[Start of section]

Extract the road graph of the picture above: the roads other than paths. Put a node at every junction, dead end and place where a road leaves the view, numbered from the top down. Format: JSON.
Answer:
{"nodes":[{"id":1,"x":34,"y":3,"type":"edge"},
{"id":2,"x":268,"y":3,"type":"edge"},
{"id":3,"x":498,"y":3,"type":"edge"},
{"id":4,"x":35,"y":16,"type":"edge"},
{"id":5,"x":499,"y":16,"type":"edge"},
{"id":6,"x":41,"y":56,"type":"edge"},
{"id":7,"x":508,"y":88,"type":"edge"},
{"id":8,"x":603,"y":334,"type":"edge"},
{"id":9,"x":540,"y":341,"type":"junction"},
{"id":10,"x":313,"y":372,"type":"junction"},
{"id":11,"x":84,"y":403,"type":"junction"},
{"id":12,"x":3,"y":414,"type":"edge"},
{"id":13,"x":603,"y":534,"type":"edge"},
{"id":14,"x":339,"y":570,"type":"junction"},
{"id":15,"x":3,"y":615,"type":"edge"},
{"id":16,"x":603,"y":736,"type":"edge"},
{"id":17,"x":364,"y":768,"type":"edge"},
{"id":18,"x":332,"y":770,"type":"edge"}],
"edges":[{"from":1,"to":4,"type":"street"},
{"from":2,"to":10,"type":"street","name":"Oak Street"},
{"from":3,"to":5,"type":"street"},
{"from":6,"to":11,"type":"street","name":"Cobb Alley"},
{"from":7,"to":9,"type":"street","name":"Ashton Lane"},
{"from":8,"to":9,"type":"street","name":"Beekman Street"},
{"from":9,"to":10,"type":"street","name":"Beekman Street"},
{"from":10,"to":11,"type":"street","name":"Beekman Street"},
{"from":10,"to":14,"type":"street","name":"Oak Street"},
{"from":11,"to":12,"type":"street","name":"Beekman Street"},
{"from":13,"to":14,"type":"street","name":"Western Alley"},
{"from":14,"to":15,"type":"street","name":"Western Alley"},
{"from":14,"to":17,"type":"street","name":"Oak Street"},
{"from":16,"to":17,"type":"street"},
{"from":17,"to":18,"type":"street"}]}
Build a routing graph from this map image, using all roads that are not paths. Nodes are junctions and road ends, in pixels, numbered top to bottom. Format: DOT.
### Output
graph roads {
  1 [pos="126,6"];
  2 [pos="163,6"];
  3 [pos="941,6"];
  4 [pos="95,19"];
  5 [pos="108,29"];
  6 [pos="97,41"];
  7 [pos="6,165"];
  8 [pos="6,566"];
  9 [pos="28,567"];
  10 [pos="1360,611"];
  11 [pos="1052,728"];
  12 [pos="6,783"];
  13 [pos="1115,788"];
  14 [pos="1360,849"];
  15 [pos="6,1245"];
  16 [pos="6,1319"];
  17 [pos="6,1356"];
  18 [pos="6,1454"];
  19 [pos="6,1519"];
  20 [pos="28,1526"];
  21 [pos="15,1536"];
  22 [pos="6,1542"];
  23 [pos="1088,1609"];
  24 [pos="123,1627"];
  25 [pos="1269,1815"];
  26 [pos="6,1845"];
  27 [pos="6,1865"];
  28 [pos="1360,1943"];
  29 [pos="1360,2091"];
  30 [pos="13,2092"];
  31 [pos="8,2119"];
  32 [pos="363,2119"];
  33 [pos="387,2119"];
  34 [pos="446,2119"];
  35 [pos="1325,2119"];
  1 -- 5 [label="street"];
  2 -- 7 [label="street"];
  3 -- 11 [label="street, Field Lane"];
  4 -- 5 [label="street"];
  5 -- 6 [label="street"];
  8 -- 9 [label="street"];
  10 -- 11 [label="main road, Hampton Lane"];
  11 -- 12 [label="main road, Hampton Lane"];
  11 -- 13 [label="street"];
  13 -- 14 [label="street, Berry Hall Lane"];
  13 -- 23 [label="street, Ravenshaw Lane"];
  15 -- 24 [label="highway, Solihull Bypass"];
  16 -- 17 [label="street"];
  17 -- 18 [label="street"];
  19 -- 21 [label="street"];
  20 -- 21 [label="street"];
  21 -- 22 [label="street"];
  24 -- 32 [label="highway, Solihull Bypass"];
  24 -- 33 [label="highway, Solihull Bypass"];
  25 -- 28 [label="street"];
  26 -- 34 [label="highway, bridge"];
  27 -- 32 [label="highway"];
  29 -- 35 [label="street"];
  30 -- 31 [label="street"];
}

[End of section]

§ **What to do**
Filter the entries and copy each line with "Format".

§ **Written solution**
Extract the road graph of the picture above: the roads other than paths. Put a node at every junction, dead end and place where a road leaves the view, numbered from the top down. Format: JSON.
Build a routing graph from this map image, using all roads that are not paths. Nodes are junctions and road ends, in pixels, numbered top to bottom. Format: DOT.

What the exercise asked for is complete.